DIRECTIONS:
All of the entries below should be printed exactly; the pictures are to be left out.

#### SOURCE RECORDS

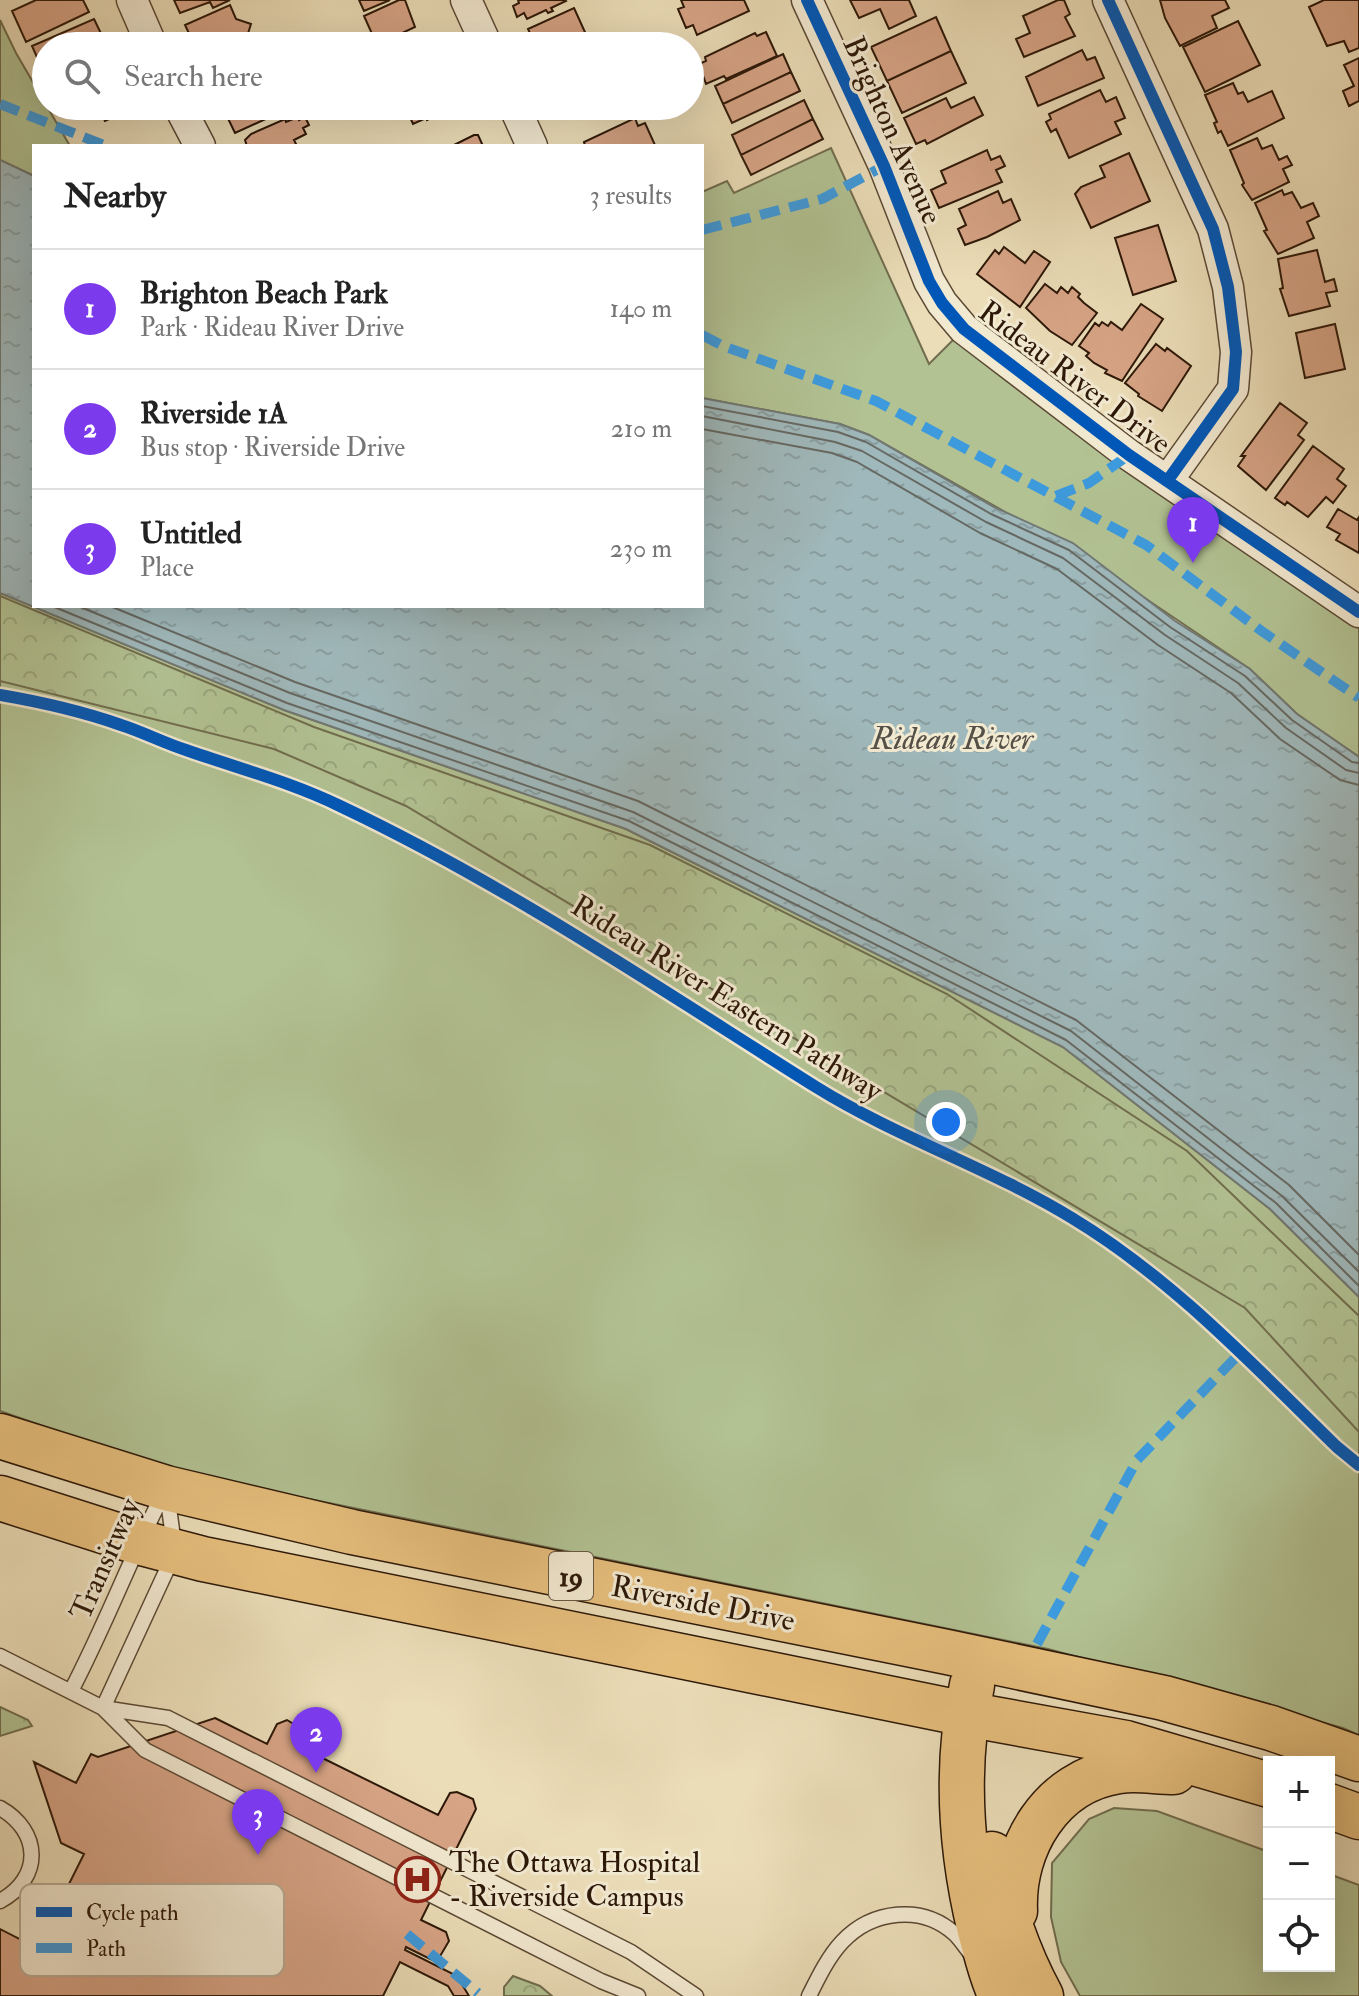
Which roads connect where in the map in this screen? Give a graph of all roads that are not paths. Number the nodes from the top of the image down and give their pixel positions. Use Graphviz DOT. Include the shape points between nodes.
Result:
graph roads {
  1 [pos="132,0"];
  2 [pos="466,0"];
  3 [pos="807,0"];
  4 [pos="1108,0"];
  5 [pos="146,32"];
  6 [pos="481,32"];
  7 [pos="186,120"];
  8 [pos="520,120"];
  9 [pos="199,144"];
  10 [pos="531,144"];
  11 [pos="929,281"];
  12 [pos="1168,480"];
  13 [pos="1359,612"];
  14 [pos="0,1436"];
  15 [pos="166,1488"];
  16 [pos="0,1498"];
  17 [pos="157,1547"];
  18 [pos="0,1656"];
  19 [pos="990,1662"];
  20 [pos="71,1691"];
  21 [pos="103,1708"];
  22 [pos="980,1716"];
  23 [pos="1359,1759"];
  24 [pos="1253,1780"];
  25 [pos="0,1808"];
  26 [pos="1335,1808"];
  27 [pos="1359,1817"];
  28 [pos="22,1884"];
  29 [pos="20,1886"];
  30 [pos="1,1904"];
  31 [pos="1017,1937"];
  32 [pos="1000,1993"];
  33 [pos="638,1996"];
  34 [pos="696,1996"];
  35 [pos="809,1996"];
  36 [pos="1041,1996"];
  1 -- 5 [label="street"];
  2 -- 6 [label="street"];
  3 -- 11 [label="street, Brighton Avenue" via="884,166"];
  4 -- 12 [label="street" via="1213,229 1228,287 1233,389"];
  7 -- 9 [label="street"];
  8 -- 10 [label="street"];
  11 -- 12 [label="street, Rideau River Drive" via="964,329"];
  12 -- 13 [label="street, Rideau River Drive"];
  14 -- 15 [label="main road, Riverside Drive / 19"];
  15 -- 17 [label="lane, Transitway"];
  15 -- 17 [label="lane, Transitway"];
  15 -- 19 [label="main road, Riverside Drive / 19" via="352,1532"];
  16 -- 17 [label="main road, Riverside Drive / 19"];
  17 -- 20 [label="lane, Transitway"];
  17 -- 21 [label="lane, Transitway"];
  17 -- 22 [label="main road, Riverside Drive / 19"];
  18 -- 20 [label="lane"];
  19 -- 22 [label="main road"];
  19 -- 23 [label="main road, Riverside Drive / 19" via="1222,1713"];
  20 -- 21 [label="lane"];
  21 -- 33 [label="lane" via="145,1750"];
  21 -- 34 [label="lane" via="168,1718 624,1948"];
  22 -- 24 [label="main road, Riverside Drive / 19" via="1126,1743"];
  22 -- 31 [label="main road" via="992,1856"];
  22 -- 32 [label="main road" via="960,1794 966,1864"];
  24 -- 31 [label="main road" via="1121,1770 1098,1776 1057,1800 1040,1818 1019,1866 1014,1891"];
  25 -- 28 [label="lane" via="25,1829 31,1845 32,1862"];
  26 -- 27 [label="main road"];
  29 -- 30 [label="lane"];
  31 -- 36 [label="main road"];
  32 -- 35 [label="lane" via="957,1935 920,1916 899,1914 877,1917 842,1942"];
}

########

EXERCISE ANSWER:
Which roads connect where in the map in this screen? Give a graph of all roads that are not paths. Number the nodes from the top of the image down and give their pixel positions. Use Graphviz DOT. Include the shape points between nodes.
Result:
graph roads {
  1 [pos="132,0"];
  2 [pos="466,0"];
  3 [pos="807,0"];
  4 [pos="1108,0"];
  5 [pos="146,32"];
  6 [pos="481,32"];
  7 [pos="186,120"];
  8 [pos="520,120"];
  9 [pos="199,144"];
  10 [pos="531,144"];
  11 [pos="929,281"];
  12 [pos="1168,480"];
  13 [pos="1359,612"];
  14 [pos="0,1436"];
  15 [pos="166,1488"];
  16 [pos="0,1498"];
  17 [pos="157,1547"];
  18 [pos="0,1656"];
  19 [pos="990,1662"];
  20 [pos="71,1691"];
  21 [pos="103,1708"];
  22 [pos="980,1716"];
  23 [pos="1359,1759"];
  24 [pos="1253,1780"];
  25 [pos="0,1808"];
  26 [pos="1335,1808"];
  27 [pos="1359,1817"];
  28 [pos="22,1884"];
  29 [pos="20,1886"];
  30 [pos="1,1904"];
  31 [pos="1017,1937"];
  32 [pos="1000,1993"];
  33 [pos="638,1996"];
  34 [pos="696,1996"];
  35 [pos="809,1996"];
  36 [pos="1041,1996"];
  1 -- 5 [label="street"];
  2 -- 6 [label="street"];
  3 -- 11 [label="street, Brighton Avenue" via="884,166"];
  4 -- 12 [label="street" via="1213,229 1228,287 1233,389"];
  7 -- 9 [label="street"];
  8 -- 10 [label="street"];
  11 -- 12 [label="street, Rideau River Drive" via="964,329"];
  12 -- 13 [label="street, Rideau River Drive"];
  14 -- 15 [label="main road, Riverside Drive / 19"];
  15 -- 17 [label="lane, Transitway"];
  15 -- 17 [label="lane, Transitway"];
  15 -- 19 [label="main road, Riverside Drive / 19" via="352,1532"];
  16 -- 17 [label="main road, Riverside Drive / 19"];
  17 -- 20 [label="lane, Transitway"];
  17 -- 21 [label="lane, Transitway"];
  17 -- 22 [label="main road, Riverside Drive / 19"];
  18 -- 20 [label="lane"];
  19 -- 22 [label="main road"];
  19 -- 23 [label="main road, Riverside Drive / 19" via="1222,1713"];
  20 -- 21 [label="lane"];
  21 -- 33 [label="lane" via="145,1750"];
  21 -- 34 [label="lane" via="168,1718 624,1948"];
  22 -- 24 [label="main road, Riverside Drive / 19" via="1126,1743"];
  22 -- 31 [label="main road" via="992,1856"];
  22 -- 32 [label="main road" via="960,1794 966,1864"];
  24 -- 31 [label="main road" via="1121,1770 1098,1776 1057,1800 1040,1818 1019,1866 1014,1891"];
  25 -- 28 [label="lane" via="25,1829 31,1845 32,1862"];
  26 -- 27 [label="main road"];
  29 -- 30 [label="lane"];
  31 -- 36 [label="main road"];
  32 -- 35 [label="lane" via="957,1935 920,1916 899,1914 877,1917 842,1942"];
}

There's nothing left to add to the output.